Manaus, 17 de janeiro de 2006.
A Coordenação das Organizações Indígenas da Amazônia Brasileira (Coiab), em resposta às declarações do presidente da Fundação Nacional do Índio (Funai), Mércio Pereira Gomes, veiculadas na imprensa no dia 12 de janeiro de 2006, questionando o direito originário dos povos indígenas às terras que tradicionalmente ocupam, vem a público manifestar:
Incomodado com a divulgação de informações sobre o elevado número de mortes de índios durante o ano de 2005, decorrentes na sua maior parte da lentidão nos processos de regularização das terras indígenas, conseqüentemente da pressão e atos de violência cometidos contra a população indígena por os mais diversos tipos de invasores, o Presidente da Funai, Mércio Gomes, declarou à Agência de notícias Reuters, no dia 12 de janeiro de 2006, que os povos indígenas do Brasil têm terra demais: “Até agora, não há limites para suas reivindicações fundiárias, mas estamos chegando a um ponto em que o Supremo Tribunal Federal terá de definir um limite”.
A Coiab reafirma publicamente que as mortes de índios no Brasil, seja pela violência praticada pelos invasores das Terras Indígenas ou pela incapacidade de definir e implementar políticas públicas eficientes e de qualidade nas áreas da saúde, da educação e da sustentabilidade para os povos indígenas são, sim, de responsabilidade do atual Governo, que esses anos de mandato esqueceu totalmente dos seus compromissos assumidos durante mais de 20 anos junto às lideranças e instâncias representativas dos povos indígenas. Só durante o ano de 2005 que esse governo abriu-se para dialogar com o movimento indígena, após de muita pressão desses povos e suas organizações, que sempre foram ignorados e desrespeitados, de modo particular pelo presidente do órgão indigenista.

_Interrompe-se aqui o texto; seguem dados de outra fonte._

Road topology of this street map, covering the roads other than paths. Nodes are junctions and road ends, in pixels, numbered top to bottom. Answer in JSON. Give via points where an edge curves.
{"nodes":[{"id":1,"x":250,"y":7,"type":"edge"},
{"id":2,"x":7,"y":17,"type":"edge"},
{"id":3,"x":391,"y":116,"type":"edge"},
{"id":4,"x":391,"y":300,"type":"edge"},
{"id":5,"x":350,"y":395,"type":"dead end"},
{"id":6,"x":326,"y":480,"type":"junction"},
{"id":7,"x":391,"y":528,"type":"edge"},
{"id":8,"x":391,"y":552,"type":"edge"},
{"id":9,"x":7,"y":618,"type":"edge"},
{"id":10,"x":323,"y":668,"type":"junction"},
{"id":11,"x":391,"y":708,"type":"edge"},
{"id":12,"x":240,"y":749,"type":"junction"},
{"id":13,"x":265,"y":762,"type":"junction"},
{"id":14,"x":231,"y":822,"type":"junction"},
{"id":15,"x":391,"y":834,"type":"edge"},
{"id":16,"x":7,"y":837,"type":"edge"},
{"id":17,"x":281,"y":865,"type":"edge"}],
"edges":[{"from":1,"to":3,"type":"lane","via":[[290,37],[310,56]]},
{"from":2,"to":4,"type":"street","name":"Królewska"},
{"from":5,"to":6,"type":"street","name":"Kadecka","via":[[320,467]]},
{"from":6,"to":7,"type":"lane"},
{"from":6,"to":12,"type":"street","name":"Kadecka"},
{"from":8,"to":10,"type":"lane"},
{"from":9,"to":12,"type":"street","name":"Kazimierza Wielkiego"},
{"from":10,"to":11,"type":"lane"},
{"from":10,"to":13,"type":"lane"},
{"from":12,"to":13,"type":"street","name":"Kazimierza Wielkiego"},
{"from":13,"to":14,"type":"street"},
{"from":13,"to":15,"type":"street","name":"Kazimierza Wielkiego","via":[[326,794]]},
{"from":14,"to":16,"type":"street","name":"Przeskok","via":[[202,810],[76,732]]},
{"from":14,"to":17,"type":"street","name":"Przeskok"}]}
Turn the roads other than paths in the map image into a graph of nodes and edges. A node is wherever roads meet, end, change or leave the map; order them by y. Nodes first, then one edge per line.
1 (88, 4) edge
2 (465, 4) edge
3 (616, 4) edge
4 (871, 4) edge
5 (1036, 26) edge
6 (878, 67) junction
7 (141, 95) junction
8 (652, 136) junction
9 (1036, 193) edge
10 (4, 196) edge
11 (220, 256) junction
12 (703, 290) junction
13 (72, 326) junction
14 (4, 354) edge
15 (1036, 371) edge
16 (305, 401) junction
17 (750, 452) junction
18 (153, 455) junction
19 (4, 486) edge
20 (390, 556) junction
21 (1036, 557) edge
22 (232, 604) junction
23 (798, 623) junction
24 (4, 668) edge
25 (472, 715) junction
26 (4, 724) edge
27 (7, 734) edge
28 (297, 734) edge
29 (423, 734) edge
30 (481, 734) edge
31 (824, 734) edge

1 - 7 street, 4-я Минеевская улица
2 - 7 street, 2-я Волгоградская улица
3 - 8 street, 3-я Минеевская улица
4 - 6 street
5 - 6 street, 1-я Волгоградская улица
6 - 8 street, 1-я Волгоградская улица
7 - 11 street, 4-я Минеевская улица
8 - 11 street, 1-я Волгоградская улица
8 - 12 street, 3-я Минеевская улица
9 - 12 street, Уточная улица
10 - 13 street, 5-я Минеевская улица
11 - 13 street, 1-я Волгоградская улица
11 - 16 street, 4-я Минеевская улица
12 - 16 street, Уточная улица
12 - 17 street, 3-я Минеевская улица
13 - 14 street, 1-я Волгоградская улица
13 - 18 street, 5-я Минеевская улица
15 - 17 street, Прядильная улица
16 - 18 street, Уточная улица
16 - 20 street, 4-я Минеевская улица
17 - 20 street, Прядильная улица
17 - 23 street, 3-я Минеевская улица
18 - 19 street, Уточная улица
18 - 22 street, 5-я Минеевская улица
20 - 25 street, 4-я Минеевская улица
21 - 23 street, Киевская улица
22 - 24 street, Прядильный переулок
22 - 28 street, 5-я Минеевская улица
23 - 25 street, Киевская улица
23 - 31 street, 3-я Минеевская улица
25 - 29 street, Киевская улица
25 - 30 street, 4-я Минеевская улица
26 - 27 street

Com relação à demarcação das terras indígenas e às reivindicações dos povos indígenas, envolvendo não só a regularização, mas também Programas de vigilância, proteção e sustentabilidade das terras indígenas, é lamentável que o antropólogo Mércio Gomes tente descaracterizar a importância da terra e as implicâncias da falta dessa terra para os povos indígenas, contradizendo afirmações que ele próprio explicitou em trabalho desenvolvido com o povo Tenetehara (Guajajara), no Maranhão: “um povo indígena sem terras suficientes para exercer seu modo de ser se vê forçado a mudar, a deixar de lado muitas características sociais e culturais que reforçam sua etnicidade, e se adaptar a um novo modo, mais parecido com o modo camponês de ser. No limite, a etnia pode se desagregar em grupos familiares ou indivíduos desconectados que passam a buscar sua sobrevivência por conta própria…”.
Ao declarar que “É terra demais. Até agora não há limites para suas reivindicações fundiárias”, o presidente da Funai parece na verdade querer que este seja o destino dos povos indígenas. E essa intenção etnocida ele propõe que seja institucionalizada através de decisão do Supremo Tribunal Federal (STF), limitando o direito territorial dos povos indígenas.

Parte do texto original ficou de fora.